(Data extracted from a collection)
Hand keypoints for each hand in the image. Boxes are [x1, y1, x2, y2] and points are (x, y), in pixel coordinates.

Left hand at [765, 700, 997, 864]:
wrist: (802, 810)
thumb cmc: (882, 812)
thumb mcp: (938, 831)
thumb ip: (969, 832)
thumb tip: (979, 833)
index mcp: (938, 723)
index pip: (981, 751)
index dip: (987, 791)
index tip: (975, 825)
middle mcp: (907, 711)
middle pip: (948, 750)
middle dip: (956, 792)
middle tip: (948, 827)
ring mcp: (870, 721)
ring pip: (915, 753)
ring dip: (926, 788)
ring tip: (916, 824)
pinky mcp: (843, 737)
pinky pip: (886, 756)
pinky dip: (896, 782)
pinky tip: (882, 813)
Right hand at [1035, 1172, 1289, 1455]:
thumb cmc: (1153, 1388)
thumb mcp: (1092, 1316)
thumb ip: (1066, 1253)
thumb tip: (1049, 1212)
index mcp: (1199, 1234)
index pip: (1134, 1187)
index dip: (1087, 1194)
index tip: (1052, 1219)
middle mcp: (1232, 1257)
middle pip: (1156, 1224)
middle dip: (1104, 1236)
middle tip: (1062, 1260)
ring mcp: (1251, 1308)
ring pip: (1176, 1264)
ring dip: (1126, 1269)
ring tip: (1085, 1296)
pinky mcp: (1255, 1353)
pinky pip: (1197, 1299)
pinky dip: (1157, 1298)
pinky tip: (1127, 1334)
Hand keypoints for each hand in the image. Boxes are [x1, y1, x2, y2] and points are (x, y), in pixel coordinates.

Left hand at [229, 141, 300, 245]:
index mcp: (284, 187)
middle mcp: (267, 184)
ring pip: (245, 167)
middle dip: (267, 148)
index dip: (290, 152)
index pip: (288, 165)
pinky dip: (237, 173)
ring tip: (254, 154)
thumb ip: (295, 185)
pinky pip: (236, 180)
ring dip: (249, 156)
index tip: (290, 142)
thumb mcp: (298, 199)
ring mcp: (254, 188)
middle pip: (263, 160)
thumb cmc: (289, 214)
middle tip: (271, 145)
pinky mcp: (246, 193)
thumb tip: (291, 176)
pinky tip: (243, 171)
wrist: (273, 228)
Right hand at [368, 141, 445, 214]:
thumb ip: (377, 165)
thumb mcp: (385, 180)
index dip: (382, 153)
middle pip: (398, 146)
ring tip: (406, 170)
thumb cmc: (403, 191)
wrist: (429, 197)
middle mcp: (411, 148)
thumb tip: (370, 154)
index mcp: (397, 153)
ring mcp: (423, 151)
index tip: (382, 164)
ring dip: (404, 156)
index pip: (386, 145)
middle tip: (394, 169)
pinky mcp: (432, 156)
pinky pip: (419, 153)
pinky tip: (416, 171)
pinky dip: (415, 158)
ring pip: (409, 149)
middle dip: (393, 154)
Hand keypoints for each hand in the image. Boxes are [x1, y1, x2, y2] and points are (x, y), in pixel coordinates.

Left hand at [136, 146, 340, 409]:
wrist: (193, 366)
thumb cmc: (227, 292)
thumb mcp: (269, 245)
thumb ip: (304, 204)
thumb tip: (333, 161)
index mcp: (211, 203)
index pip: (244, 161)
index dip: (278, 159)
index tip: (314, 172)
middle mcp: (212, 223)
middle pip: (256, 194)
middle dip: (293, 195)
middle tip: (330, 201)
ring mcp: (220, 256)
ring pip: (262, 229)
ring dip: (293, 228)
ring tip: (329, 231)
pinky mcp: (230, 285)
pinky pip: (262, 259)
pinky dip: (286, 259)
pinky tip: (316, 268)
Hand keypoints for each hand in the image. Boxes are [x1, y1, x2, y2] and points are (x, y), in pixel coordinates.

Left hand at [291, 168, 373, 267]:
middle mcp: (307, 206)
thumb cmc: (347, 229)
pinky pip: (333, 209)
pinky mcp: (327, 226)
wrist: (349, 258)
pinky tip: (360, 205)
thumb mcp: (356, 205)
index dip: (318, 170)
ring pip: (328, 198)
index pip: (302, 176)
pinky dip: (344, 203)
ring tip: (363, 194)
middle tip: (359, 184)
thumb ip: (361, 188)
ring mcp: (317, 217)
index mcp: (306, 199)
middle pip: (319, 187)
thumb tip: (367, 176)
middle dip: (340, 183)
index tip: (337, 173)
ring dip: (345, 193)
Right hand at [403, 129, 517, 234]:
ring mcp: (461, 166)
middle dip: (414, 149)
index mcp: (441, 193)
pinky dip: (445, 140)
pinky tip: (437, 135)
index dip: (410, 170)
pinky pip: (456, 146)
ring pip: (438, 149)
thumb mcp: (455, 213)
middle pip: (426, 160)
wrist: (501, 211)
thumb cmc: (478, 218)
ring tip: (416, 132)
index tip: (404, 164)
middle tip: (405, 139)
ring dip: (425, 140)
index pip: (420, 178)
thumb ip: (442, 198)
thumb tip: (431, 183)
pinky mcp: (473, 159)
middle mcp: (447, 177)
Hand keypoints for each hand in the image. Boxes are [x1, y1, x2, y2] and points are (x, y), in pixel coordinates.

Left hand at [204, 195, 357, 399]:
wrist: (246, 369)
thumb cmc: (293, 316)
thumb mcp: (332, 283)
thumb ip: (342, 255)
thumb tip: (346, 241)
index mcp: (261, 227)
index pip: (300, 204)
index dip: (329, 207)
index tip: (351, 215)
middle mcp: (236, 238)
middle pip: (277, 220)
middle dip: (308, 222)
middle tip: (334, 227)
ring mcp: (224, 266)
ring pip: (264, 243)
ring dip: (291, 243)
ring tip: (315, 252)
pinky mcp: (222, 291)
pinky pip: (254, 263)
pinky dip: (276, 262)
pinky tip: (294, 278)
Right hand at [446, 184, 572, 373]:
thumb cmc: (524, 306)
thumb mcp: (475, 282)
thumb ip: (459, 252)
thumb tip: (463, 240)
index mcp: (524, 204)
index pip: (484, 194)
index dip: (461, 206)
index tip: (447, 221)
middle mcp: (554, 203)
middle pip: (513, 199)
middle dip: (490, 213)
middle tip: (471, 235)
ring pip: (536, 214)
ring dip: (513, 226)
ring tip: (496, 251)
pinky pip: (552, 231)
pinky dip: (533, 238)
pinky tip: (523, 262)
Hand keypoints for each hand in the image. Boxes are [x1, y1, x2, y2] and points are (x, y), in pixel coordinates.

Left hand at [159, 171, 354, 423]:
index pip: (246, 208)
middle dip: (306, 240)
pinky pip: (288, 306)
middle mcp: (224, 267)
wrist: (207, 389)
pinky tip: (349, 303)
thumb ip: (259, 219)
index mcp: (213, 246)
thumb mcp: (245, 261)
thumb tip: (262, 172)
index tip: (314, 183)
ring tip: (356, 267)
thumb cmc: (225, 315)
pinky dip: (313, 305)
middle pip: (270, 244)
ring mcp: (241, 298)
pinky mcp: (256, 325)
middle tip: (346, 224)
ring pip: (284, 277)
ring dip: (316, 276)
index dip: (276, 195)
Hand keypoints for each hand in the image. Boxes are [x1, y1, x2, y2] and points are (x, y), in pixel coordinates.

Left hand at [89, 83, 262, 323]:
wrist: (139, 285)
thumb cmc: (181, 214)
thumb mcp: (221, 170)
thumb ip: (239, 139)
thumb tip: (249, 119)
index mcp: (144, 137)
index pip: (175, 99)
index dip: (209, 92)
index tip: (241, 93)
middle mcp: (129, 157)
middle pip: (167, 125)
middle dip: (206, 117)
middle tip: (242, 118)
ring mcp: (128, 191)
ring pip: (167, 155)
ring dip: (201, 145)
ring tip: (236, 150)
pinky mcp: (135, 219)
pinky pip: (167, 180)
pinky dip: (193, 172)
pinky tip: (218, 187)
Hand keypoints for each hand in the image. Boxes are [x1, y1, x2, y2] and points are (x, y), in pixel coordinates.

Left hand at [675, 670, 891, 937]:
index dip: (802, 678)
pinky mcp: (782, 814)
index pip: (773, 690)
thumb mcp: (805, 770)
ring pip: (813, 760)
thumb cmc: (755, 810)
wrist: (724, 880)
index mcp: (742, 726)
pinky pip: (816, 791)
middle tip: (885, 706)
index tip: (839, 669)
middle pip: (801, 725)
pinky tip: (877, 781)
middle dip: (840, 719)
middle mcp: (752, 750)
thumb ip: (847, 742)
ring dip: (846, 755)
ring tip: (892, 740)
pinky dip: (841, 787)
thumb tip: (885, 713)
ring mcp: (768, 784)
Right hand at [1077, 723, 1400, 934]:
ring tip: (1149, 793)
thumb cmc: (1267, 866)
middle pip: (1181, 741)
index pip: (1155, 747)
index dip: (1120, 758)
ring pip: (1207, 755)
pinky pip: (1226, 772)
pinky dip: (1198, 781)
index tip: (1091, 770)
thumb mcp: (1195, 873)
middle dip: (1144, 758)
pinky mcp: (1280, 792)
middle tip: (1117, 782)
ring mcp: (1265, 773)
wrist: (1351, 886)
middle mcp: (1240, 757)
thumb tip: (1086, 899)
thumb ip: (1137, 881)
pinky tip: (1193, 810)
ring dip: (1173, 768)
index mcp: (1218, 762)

| WHAT TO WORK ON |
Using the entries shown above, reproduce verbatim the lines from the line bearing "ring tip: (315, 252)" to the line bearing "thumb cmc: (181, 214)", inclusive.

| EXPECTED ANSWER |
ring tip: (315, 252)
pinky mcp: (222, 291)
pinky pip: (254, 263)
pinky dip: (276, 262)
pinky tip: (294, 278)
Right hand at [446, 184, 572, 373]:
thumb cmc: (524, 306)
thumb mcp: (475, 282)
thumb ip: (459, 252)
thumb tip: (463, 240)
index mcp: (524, 204)
index pip: (484, 194)
index dip: (461, 206)
index tip: (447, 221)
middle mcp: (554, 203)
middle pip: (513, 199)
middle dip: (490, 213)
middle tip: (471, 235)
ring pip: (536, 214)
ring dip: (513, 226)
ring tip: (496, 251)
pinky pip: (552, 231)
pinky dip: (533, 238)
pinky tip: (523, 262)
Hand keypoints for each hand in the image. Boxes are [x1, y1, x2, y2] and points are (x, y), in pixel coordinates.

Left hand at [159, 171, 354, 423]:
index pip: (246, 208)
middle dip: (306, 240)
pinky pip: (288, 306)
middle mcp: (224, 267)
wrist: (207, 389)
pinky tip: (349, 303)
thumb ip: (259, 219)
index mcp: (213, 246)
thumb mcp: (245, 261)
thumb tip: (262, 172)
index tip: (314, 183)
ring tip: (356, 267)
thumb cmc: (225, 315)
pinky dip: (313, 305)
middle pip: (270, 244)
ring mcp: (241, 298)
pinky mcp: (256, 325)
middle tip: (346, 224)
ring pip: (284, 277)
ring dip: (316, 276)
index dip: (276, 195)
Hand keypoints for each hand in the image. Boxes are [x1, y1, x2, y2] and points are (x, y), in pixel coordinates.

Left hand at [89, 83, 262, 323]:
wrist: (139, 285)
thumb cmc: (181, 214)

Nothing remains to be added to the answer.